▶ **DATA SECTION**:
────────────────────

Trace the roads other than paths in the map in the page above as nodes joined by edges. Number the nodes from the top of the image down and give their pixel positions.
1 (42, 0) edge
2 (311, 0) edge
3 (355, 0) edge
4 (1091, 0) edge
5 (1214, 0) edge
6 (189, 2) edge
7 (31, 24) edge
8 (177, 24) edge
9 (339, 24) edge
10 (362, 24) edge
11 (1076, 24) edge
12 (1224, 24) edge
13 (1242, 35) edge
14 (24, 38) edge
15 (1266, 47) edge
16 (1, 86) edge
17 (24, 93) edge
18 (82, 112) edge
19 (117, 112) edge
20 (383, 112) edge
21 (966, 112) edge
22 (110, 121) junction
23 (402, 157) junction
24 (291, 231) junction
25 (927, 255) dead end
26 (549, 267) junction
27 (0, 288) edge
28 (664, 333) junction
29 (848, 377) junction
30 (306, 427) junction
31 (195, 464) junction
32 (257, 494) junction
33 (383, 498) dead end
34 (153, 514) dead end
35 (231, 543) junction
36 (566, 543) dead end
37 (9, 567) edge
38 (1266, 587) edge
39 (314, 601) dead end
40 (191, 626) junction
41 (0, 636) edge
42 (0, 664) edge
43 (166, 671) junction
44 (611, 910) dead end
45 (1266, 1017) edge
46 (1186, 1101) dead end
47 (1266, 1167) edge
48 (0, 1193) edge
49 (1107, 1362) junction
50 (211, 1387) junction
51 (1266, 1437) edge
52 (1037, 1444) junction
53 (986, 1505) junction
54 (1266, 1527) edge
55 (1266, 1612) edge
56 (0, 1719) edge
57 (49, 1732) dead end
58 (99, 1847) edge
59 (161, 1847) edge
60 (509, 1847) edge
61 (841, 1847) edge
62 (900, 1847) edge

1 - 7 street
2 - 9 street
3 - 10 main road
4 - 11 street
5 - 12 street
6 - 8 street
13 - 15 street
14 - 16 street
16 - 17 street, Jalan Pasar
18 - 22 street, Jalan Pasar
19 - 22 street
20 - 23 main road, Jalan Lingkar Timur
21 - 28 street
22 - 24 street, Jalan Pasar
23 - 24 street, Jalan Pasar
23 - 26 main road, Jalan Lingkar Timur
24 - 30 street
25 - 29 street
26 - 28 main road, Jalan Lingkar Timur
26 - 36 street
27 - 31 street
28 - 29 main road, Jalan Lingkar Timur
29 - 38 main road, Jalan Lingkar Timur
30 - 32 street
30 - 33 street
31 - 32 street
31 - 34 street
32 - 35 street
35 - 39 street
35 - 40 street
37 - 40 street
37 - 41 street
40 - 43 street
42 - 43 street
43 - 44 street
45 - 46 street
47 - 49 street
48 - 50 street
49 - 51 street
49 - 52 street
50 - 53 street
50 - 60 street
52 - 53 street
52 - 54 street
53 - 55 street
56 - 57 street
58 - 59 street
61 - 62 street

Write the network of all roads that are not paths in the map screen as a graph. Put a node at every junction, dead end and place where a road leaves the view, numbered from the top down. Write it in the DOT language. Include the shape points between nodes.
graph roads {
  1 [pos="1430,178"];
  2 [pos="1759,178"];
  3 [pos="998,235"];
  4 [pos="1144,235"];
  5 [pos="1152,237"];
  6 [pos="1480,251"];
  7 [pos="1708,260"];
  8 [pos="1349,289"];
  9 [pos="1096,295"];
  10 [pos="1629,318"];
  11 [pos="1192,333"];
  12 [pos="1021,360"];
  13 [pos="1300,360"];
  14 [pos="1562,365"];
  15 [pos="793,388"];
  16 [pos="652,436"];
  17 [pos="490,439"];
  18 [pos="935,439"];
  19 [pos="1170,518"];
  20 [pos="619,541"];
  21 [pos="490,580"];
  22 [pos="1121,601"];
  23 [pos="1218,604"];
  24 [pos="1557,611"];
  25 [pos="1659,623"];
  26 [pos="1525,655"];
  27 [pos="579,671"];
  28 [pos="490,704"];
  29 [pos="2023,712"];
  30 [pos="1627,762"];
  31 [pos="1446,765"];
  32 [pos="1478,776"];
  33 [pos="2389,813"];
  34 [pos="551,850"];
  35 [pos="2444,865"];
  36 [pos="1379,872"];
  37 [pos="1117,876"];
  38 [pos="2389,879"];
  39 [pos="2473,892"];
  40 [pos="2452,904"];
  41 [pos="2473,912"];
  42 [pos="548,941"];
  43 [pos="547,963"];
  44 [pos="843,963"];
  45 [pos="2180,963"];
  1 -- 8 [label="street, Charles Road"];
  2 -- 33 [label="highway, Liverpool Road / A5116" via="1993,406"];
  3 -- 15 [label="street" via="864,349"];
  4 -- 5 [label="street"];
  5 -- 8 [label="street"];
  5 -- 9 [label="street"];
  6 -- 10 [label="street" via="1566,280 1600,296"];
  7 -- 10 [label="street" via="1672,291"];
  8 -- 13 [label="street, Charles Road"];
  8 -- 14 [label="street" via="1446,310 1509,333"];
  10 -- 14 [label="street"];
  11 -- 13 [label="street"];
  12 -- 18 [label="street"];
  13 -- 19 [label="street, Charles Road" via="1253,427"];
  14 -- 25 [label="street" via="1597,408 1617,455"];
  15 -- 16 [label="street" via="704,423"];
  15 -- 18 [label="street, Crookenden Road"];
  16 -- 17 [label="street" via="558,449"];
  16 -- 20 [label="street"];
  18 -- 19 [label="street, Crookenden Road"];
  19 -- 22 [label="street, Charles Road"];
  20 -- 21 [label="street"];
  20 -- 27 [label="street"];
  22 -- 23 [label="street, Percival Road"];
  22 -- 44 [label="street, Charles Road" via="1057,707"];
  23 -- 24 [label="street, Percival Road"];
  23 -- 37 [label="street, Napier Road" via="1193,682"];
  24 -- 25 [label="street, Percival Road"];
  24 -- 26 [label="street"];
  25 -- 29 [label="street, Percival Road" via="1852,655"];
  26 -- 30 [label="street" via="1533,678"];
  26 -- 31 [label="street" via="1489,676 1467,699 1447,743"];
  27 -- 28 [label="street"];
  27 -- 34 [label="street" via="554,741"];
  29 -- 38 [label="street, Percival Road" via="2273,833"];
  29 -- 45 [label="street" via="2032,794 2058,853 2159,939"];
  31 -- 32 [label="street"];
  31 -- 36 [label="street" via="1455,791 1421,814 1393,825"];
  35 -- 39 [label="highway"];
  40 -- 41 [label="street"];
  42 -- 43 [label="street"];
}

────────────────────

▶ **WHAT IS EXPECTED**:
Track down every line of the material containing the string "Pasar", and copy it.

▶ **OUTPUT BELOW**:
16 - 17 street, Jalan Pasar
18 - 22 street, Jalan Pasar
22 - 24 street, Jalan Pasar
23 - 24 street, Jalan Pasar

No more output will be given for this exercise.